**Supplied records**.
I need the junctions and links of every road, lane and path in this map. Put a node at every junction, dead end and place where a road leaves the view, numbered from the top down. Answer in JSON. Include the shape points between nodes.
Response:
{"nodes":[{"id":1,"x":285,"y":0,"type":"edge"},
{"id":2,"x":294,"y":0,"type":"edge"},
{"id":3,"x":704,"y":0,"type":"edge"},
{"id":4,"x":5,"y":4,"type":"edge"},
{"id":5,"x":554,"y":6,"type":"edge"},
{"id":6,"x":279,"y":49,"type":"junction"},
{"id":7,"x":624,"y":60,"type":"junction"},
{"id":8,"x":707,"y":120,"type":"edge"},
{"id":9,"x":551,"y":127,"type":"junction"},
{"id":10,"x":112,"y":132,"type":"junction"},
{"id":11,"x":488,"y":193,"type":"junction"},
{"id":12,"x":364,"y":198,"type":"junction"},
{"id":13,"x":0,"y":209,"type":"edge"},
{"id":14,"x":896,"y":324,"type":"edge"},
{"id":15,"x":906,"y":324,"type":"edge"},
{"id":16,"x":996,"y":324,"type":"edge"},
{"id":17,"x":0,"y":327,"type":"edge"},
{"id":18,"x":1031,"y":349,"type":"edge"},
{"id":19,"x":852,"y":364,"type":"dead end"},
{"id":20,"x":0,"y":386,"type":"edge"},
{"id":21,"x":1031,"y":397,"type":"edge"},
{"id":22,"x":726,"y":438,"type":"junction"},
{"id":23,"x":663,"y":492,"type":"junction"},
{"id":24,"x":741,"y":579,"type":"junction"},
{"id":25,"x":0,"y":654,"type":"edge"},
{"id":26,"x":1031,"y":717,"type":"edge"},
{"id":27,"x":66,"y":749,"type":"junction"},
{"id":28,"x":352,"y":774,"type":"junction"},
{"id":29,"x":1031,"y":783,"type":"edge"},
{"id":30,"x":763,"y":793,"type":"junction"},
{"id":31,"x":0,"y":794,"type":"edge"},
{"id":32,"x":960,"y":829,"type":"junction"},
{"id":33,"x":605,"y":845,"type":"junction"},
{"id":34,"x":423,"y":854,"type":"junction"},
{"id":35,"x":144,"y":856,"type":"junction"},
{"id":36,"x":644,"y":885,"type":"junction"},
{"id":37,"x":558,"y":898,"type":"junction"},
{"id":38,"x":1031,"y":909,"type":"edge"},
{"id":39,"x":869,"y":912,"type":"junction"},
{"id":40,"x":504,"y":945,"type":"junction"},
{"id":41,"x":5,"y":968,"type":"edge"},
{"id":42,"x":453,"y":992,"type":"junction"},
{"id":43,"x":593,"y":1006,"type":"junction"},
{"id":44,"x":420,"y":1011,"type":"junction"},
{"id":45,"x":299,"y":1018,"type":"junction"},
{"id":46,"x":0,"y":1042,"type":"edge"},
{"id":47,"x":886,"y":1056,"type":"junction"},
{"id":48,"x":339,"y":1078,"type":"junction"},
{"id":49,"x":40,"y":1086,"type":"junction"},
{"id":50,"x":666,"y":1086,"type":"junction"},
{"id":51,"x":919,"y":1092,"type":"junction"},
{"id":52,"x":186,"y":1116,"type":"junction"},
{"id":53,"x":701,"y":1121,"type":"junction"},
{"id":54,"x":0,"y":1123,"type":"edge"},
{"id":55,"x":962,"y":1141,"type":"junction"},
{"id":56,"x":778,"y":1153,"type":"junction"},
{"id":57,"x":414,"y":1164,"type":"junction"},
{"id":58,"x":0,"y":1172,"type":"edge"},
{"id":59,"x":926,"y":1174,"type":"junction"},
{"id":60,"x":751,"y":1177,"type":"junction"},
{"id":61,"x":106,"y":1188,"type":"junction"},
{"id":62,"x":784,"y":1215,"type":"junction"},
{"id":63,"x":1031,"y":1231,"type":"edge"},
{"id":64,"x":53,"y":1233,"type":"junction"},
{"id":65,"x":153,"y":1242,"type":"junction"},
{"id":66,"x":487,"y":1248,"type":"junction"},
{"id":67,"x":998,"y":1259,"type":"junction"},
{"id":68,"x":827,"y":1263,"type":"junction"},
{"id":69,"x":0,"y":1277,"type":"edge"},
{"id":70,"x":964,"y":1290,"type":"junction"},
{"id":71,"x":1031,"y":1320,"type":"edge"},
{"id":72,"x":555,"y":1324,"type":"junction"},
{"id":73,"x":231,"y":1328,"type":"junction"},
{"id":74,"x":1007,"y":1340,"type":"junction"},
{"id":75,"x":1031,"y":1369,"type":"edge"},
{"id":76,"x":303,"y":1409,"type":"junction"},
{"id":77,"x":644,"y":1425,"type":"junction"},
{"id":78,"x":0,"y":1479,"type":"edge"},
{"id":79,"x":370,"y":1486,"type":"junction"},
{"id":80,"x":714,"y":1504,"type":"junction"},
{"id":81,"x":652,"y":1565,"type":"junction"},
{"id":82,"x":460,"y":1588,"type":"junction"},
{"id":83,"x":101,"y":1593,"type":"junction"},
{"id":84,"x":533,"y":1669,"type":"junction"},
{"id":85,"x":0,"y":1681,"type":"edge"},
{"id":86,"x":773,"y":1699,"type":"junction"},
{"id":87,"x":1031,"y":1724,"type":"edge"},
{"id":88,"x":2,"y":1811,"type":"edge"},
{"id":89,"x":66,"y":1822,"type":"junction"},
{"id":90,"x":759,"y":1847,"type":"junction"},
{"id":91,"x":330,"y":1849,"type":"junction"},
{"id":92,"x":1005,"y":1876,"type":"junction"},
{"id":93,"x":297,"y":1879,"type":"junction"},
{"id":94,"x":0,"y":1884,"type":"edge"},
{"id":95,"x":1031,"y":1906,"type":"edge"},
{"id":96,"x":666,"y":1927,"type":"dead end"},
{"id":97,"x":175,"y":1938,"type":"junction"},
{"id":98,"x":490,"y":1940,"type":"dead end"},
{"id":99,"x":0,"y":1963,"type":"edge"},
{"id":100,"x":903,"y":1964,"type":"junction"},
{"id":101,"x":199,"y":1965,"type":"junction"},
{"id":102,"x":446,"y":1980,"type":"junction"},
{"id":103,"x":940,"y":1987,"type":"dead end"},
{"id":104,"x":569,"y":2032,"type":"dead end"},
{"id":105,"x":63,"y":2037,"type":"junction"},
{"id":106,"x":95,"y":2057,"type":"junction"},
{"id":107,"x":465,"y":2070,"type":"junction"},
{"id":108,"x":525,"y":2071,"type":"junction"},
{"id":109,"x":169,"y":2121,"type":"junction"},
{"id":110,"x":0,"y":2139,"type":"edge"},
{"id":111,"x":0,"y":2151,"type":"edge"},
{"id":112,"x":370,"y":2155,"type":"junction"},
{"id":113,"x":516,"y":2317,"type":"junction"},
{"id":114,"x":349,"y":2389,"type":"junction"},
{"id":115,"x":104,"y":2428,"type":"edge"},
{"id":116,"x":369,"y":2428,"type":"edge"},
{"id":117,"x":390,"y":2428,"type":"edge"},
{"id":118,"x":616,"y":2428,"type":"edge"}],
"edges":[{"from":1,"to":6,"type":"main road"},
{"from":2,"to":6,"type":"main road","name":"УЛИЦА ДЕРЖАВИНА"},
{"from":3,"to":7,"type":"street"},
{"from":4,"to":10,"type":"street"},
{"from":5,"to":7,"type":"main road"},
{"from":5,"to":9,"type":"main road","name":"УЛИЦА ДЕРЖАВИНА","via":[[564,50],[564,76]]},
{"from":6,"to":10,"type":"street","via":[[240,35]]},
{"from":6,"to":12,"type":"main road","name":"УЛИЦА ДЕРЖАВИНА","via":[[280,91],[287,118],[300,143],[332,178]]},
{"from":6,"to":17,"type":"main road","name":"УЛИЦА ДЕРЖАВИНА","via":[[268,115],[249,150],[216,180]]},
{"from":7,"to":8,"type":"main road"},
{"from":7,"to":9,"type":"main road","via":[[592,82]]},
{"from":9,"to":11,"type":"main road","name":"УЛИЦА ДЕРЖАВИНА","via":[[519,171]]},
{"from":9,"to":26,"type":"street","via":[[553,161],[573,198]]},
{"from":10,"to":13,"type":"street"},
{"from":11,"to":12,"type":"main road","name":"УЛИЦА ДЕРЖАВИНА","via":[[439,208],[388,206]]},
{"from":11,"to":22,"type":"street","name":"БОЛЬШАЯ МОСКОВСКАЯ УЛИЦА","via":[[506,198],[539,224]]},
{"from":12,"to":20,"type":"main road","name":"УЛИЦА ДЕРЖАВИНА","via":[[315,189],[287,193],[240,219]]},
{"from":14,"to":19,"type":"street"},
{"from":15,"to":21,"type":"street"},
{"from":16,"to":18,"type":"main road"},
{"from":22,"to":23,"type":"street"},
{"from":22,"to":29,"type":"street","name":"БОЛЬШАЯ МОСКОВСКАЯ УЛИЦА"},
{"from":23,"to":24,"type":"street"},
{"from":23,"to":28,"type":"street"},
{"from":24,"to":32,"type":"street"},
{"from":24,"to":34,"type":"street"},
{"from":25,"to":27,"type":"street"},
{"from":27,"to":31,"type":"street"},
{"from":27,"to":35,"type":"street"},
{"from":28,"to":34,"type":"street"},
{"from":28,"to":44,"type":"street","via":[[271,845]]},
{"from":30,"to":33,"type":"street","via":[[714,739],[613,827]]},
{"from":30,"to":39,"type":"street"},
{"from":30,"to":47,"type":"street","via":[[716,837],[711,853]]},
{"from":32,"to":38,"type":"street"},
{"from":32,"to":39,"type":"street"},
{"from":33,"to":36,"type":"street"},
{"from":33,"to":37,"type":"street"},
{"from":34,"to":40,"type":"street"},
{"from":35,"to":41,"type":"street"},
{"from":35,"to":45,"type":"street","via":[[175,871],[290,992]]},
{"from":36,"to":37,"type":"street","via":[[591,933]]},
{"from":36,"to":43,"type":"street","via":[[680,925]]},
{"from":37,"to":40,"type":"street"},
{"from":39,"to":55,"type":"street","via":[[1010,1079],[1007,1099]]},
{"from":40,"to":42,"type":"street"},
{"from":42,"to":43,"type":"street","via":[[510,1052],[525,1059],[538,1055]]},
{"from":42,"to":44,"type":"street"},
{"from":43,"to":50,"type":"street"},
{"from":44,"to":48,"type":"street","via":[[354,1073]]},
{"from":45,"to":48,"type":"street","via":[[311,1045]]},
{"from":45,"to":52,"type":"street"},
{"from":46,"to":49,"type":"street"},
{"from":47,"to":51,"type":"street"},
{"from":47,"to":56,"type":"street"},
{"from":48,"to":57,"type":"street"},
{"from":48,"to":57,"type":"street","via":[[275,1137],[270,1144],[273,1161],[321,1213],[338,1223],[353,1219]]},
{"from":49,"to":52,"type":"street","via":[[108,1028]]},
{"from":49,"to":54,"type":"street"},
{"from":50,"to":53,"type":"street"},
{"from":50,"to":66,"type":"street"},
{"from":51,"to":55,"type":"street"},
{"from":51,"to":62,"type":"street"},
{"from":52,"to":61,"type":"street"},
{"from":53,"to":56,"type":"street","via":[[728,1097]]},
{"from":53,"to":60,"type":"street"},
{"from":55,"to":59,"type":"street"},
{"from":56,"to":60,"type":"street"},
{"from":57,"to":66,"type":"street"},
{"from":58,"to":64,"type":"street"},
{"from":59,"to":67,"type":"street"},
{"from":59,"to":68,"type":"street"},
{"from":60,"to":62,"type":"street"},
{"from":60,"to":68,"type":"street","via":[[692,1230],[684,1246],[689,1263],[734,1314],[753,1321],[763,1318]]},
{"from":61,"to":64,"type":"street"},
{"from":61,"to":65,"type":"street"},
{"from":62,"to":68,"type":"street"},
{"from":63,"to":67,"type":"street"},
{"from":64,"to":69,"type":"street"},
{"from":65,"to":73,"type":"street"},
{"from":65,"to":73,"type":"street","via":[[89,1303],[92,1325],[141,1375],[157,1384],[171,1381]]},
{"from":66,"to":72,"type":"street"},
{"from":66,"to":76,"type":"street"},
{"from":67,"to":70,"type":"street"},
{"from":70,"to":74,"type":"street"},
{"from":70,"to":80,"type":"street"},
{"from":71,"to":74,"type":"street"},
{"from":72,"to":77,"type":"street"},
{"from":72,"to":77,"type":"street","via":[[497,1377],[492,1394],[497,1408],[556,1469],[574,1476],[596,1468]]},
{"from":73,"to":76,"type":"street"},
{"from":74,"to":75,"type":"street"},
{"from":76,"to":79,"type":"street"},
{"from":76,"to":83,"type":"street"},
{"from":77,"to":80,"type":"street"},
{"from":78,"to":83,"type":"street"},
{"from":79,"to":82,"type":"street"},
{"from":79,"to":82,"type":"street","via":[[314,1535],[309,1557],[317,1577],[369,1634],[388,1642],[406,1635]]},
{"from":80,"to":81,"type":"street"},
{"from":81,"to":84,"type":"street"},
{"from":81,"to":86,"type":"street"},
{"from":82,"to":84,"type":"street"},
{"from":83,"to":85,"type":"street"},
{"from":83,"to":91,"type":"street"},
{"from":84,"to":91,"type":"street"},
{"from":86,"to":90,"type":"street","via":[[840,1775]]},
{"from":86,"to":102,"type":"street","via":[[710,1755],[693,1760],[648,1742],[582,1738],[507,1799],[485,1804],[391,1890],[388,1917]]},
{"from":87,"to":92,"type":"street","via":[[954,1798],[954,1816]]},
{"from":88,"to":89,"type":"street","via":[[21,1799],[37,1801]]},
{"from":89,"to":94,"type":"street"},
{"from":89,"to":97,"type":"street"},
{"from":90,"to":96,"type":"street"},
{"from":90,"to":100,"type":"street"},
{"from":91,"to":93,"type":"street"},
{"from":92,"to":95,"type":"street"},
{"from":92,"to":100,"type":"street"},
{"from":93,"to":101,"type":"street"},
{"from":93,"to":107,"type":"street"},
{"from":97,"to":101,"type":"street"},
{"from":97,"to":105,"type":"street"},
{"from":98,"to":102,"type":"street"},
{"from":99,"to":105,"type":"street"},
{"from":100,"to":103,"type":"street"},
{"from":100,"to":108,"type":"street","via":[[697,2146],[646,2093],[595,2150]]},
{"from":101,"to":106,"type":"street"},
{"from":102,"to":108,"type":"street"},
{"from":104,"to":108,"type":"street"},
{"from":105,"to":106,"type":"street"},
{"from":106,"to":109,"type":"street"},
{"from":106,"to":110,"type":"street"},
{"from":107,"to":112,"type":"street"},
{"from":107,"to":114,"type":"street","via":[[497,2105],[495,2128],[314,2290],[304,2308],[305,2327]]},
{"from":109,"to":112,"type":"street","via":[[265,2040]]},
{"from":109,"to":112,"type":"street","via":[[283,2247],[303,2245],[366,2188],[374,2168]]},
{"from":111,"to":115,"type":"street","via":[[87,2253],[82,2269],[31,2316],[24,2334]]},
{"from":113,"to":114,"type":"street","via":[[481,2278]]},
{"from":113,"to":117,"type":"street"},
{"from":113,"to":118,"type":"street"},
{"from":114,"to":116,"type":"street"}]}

**Problem to solve**.
Every line in the entries above that mentions the word "БОЛЬШАЯ" must be shown.

**Solved problem**.
{"from":11,"to":22,"type":"street","name":"БОЛЬШАЯ МОСКОВСКАЯ УЛИЦА","via":[[506,198],[539,224]]},
{"from":22,"to":29,"type":"street","name":"БОЛЬШАЯ МОСКОВСКАЯ УЛИЦА"},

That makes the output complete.